Court Opinion

ID: 9765406
Source: CourtListenerOpinion
Date Created: 2023-08-29 04:01:58.254155+00
Date Added: 2024-06-11T07:30:09.656165
License: Public Domain

David Newbern, Justice, concurring. Our landlord-tenant law does indeed place no duty on a landlord to protect a tenant from a criminal act by a third party. When, however, there is a relationship between parties in which one of them acts so as to imply the assumption of a duty to act without negligence toward the other, then negligence becomes an issue. Keck v. American Employment Agency, Inc., 279 Ark. 294, 652 S.W.2d 2 (1983). I see no reason why a landlord should be immune from such a rule. A landlord’s relationship with a tenant is just as “special” as that of an employment agency’s relationship with its client. Both are based on contract. In this case, however, even assuming the landlords were negligent in not providing greater security, we could not reverse. It would not have mattered what sort of lock or locks were on the door because Ms. Bartley opened it.
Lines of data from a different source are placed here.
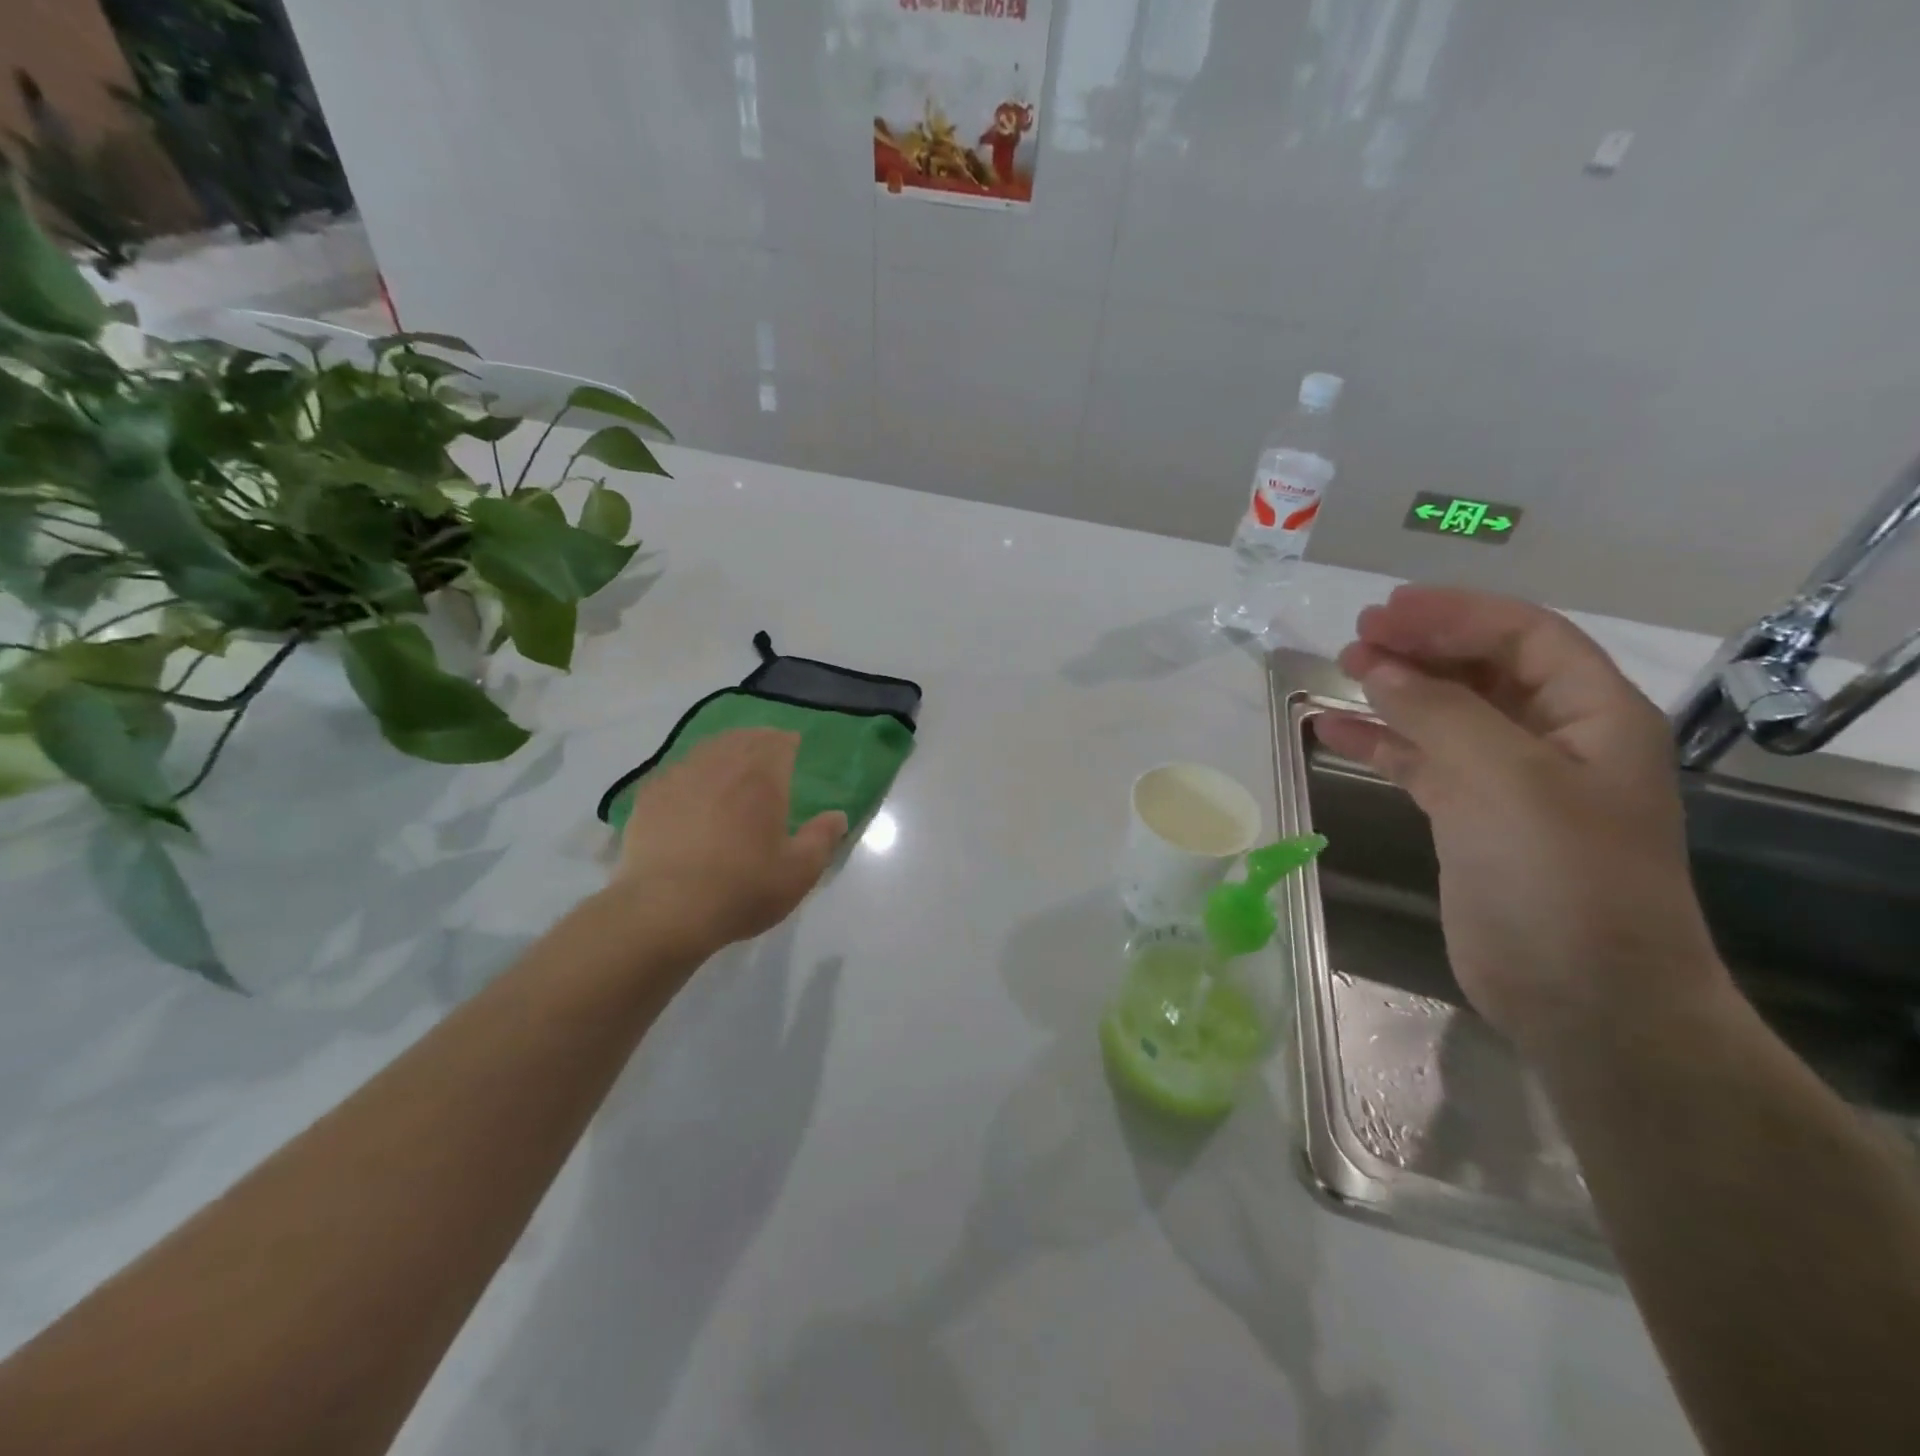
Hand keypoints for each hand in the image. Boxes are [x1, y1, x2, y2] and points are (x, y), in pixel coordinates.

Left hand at [608, 729, 846, 960]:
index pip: (779, 742)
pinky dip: (691, 773)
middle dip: (758, 740)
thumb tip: (837, 816)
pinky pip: (676, 771)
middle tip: (766, 752)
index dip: (788, 742)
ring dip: (723, 752)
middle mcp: (721, 765)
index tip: (794, 748)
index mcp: (762, 776)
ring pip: (707, 749)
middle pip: (743, 738)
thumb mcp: (799, 872)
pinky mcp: (649, 797)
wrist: (664, 910)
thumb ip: (822, 838)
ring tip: (729, 767)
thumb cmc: (742, 888)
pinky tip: (690, 791)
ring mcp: (680, 777)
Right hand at [1314, 586, 1728, 1053]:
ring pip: (1446, 713)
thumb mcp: (1504, 779)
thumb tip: (1379, 665)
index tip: (1387, 611)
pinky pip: (1419, 761)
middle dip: (1422, 646)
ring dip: (1396, 689)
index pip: (1525, 635)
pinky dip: (1379, 741)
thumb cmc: (1559, 877)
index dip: (1457, 613)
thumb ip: (1439, 712)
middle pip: (1483, 668)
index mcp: (1593, 715)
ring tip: (1340, 671)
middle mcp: (1555, 739)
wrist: (1582, 996)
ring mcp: (1510, 781)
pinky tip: (1331, 730)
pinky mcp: (1469, 819)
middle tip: (1357, 637)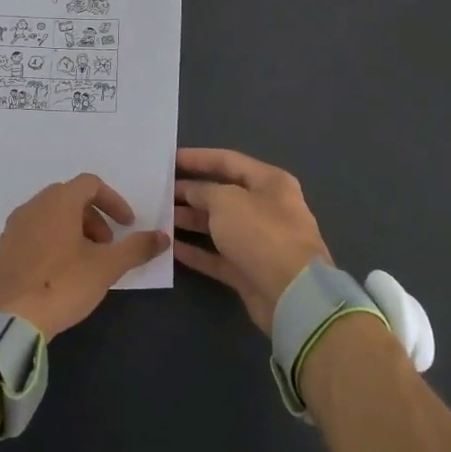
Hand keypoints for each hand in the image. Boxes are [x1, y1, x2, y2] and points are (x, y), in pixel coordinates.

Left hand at [0, 174, 169, 337]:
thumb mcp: (106, 267)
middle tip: (106, 246)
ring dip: (73, 230)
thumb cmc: (62, 285)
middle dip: (94, 218)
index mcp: (58, 202)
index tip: (127, 225)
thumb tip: (163, 236)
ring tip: (85, 262)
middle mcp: (32, 206)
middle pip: (69, 198)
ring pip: (50, 216)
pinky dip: (52, 242)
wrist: (8, 320)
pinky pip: (33, 234)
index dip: (113, 201)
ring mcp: (13, 228)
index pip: (90, 184)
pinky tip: (58, 274)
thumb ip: (137, 248)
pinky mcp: (2, 250)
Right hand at [174, 148, 331, 333]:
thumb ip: (203, 191)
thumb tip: (190, 192)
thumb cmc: (261, 233)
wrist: (292, 294)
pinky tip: (171, 247)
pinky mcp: (249, 270)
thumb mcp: (226, 200)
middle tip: (158, 192)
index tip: (169, 159)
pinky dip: (196, 251)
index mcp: (269, 182)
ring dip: (190, 221)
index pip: (228, 161)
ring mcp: (258, 241)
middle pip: (222, 194)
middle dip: (190, 192)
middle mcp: (266, 208)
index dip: (197, 158)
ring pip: (218, 226)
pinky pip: (217, 256)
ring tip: (159, 217)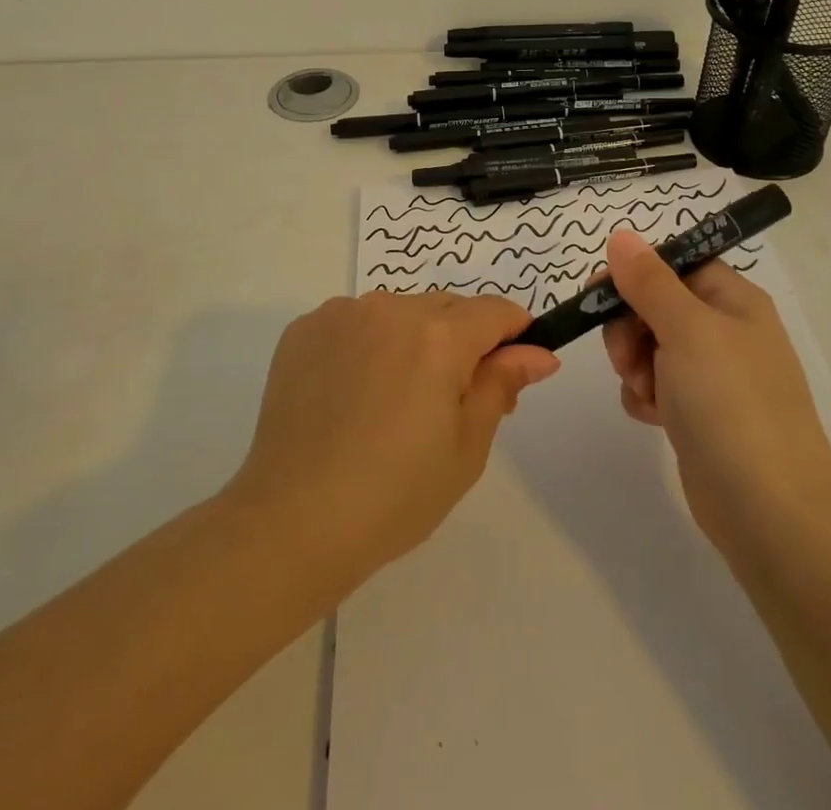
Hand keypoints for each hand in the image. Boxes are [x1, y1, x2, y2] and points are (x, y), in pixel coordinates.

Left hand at [227, 291, 559, 593]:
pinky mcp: (304, 329)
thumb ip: (502, 384)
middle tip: (451, 402)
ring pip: (400, 313)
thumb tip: (539, 352)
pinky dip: (367, 345)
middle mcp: (390, 308)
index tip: (512, 370)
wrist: (291, 523)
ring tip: (393, 402)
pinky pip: (355, 323)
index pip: (496, 312)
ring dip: (412, 340)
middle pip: (448, 308)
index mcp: (438, 336)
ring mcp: (341, 314)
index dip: (514, 335)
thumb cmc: (394, 495)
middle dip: (463, 342)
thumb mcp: (466, 447)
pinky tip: (352, 395)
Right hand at [600, 229, 830, 559]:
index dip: (635, 274)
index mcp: (733, 300)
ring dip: (634, 364)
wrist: (770, 511)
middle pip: (656, 305)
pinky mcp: (700, 415)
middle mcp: (726, 332)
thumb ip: (649, 281)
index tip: (599, 294)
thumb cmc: (730, 403)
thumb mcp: (687, 329)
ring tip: (645, 392)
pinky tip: (652, 416)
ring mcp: (714, 376)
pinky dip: (646, 396)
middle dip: (630, 327)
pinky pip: (656, 387)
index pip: (674, 265)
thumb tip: (622, 236)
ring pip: (650, 347)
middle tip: (627, 357)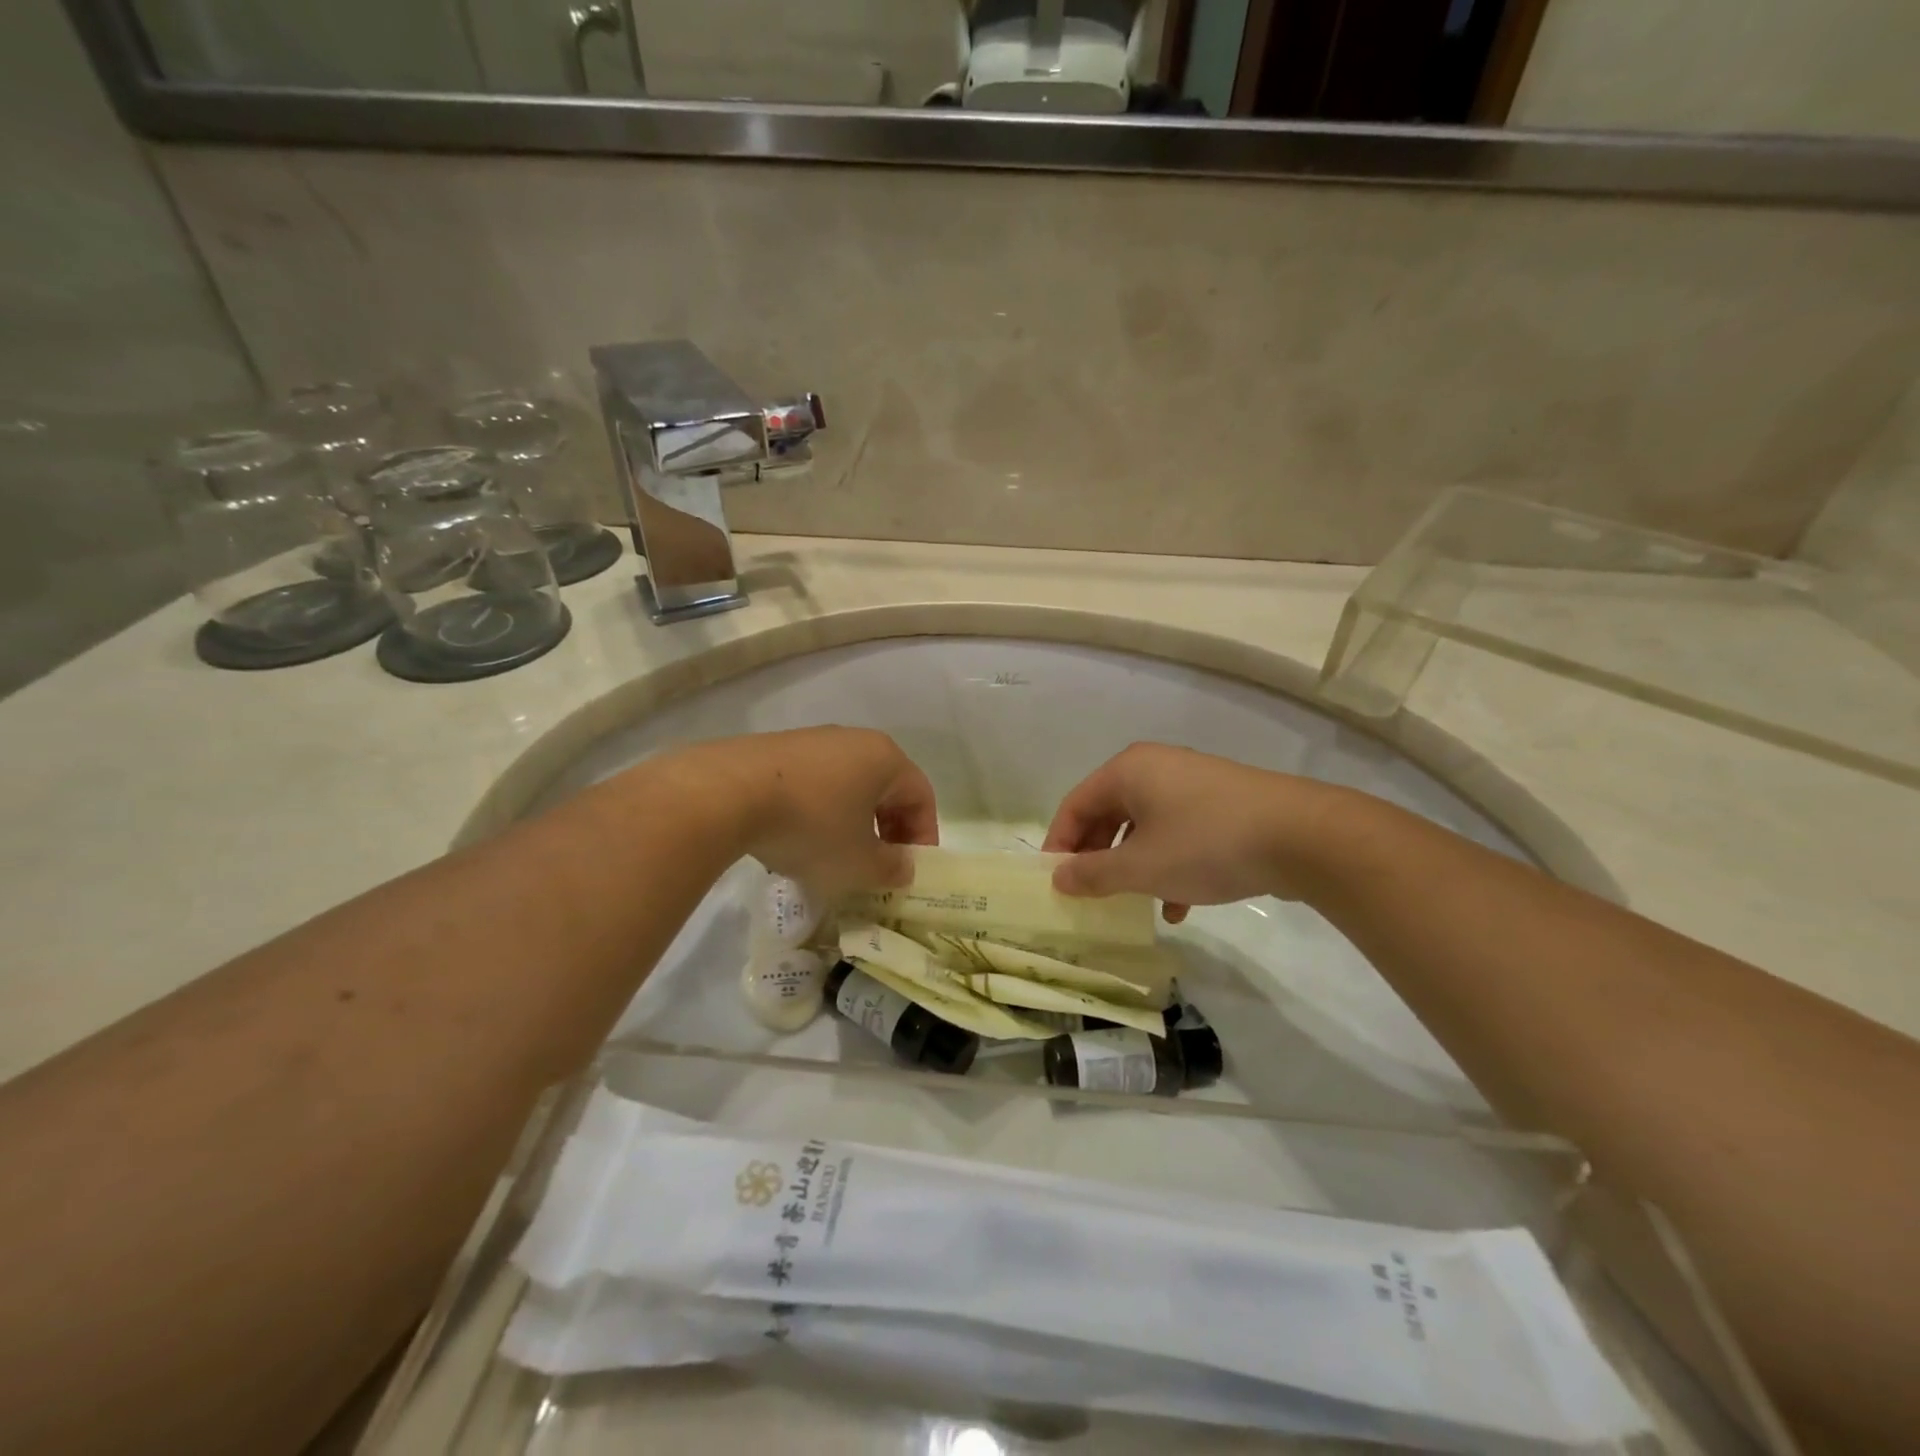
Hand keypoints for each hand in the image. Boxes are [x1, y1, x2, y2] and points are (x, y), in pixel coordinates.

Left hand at [674, 728, 937, 894]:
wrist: (725, 794)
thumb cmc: (811, 827)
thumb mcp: (858, 863)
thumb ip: (890, 869)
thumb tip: (902, 868)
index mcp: (885, 758)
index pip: (921, 796)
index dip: (922, 837)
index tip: (909, 871)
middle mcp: (853, 740)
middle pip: (884, 788)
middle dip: (885, 831)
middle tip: (876, 867)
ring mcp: (811, 741)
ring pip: (846, 786)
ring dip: (849, 824)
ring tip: (832, 860)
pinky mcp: (773, 750)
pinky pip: (811, 785)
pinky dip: (815, 813)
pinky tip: (794, 841)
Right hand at [1042, 743, 1340, 920]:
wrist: (1302, 836)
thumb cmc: (1206, 844)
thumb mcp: (1141, 867)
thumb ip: (1093, 874)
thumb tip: (1058, 878)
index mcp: (1128, 771)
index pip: (1075, 805)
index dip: (1060, 844)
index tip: (1055, 883)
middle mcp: (1156, 768)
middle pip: (1109, 814)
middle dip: (1099, 857)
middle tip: (1091, 894)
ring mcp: (1192, 784)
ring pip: (1145, 828)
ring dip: (1134, 867)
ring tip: (1134, 905)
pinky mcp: (1222, 804)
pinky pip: (1178, 832)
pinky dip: (1169, 864)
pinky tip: (1178, 905)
We could not say any supposed negligence on the part of the landlord constituted of the failure to provide a dead bolt or other lock more secure than the push-button type was the proximate cause of the injury. Negligence is not a static concept. That which was not characterized as negligence 60 years ago might be so characterized today in view of changed conditions. In a proper case, we should be willing to examine whether there is anything about the landlord-tenant relationship which would preclude us from holding that a landlord might be liable for demonstrable negligence causing injury to a tenant.